AutoCarSim

Urban Autonomous Vehicle Simulation Demonstration

Overview

This page presents a project I have worked on from February 2022 to June 2023. Its goal is to determine, through experimentation, necessary characteristics for an autonomous vehicle algorithm model using deep reinforcement learning, to study the relevance of its training in a virtual urban simulation, and to demonstrate the effectiveness of this algorithm by measuring the degree of complexity to which its response is satisfactory.

This project consists in several components, an urban simulation and a vehicle physics simulation created using Unity, as well as an AI algorithm developed with the ML-Agents toolkit.

Here is the roadmap of the project:

Develop a virtual vehicle with a realistic appearance and behavior by designing its 3D model and simulating its mechanical components and physics in Unity.
Create an AI algorithm using ML-Agents for this vehicle, aimed at refining its parameters through behavior analysis in progressively complex environments until it can proficiently navigate a virtual urban setting.
Design a program to generate a realistic urban environment using the free cartographic database OpenStreetMap.

The methodologies and tools employed in this project are the result of a bibliographical study available here.

See Results and Conclusion for a drive through the city with the AI.

Overview
Table of Contents
Project Motivation
Project Presentation & Current State
Work Timeline
Bibliography & Project Justification
- Annotated Bibliography
- References

Project Motivation

Autonomous vehicles engage multiple apsects of artificial intelligence. Their simulation in an urban setting requires a computational approach involving the use of a physical and graphical engine to simulate vehicle operations, and mathematical algorithms to generate an urban environment. The components of this interdisciplinary project have captivated my interest.

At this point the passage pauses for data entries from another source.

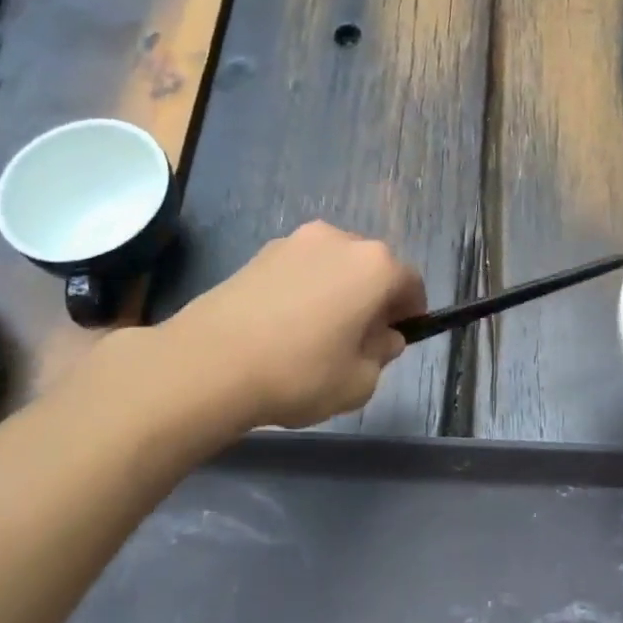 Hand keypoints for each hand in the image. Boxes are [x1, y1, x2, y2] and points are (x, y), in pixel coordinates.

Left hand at [164, 222, 425, 428]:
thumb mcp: (360, 382)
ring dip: (337, 292)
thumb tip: (382, 337)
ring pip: (333, 266)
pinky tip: (286, 328)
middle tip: (360, 339)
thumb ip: (382, 354)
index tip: (400, 336)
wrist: (210, 363)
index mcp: (374, 265)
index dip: (412, 311)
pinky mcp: (258, 254)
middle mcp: (338, 240)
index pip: (410, 282)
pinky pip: (299, 271)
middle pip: (370, 268)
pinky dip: (305, 291)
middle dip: (373, 299)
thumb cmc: (300, 373)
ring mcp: (294, 242)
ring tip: (318, 335)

The transport network is essential in a city as it provides its structure. However, it currently faces numerous challenges such as pollution, safety, and traffic congestion. Therefore, due to the potential improvements it promises, the integration of autonomous vehicles into urban traffic is poised to become a transformative development for the cities of the future.

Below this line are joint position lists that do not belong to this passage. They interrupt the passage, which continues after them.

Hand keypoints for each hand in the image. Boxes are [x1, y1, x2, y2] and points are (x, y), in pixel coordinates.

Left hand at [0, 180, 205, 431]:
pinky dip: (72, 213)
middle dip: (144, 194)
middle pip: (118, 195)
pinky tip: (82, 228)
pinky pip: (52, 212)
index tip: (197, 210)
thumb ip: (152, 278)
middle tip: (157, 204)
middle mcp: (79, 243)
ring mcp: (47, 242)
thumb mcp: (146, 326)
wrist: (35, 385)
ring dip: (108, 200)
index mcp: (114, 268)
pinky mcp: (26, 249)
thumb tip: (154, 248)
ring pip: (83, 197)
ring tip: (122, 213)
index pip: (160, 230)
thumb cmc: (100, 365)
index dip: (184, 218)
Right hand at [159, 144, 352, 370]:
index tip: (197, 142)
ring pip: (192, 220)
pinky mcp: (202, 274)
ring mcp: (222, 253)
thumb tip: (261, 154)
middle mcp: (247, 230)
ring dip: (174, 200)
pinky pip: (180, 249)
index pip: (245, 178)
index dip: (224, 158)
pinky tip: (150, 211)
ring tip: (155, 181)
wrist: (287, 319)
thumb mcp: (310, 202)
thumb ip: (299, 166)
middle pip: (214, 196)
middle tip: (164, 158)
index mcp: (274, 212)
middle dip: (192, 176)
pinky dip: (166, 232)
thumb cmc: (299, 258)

Project Presentation & Current State

Introduction

Goals of the Simulation

This project is based on three main pillars that will serve as the plan for this presentation.

The project begins with designing a realistic physics model for a vehicle, followed by modeling an urban environment. This necessitates the use of a graphic and physical engine capable of simulating physics in a three-dimensional space and displaying this environment on a screen. I have selected Unity for this purpose, a platform that allows development in C# and is renowned for the creative freedom it offers. Notably, BMW has used Unity to train its autonomous vehicles over 240 million virtual kilometers [3].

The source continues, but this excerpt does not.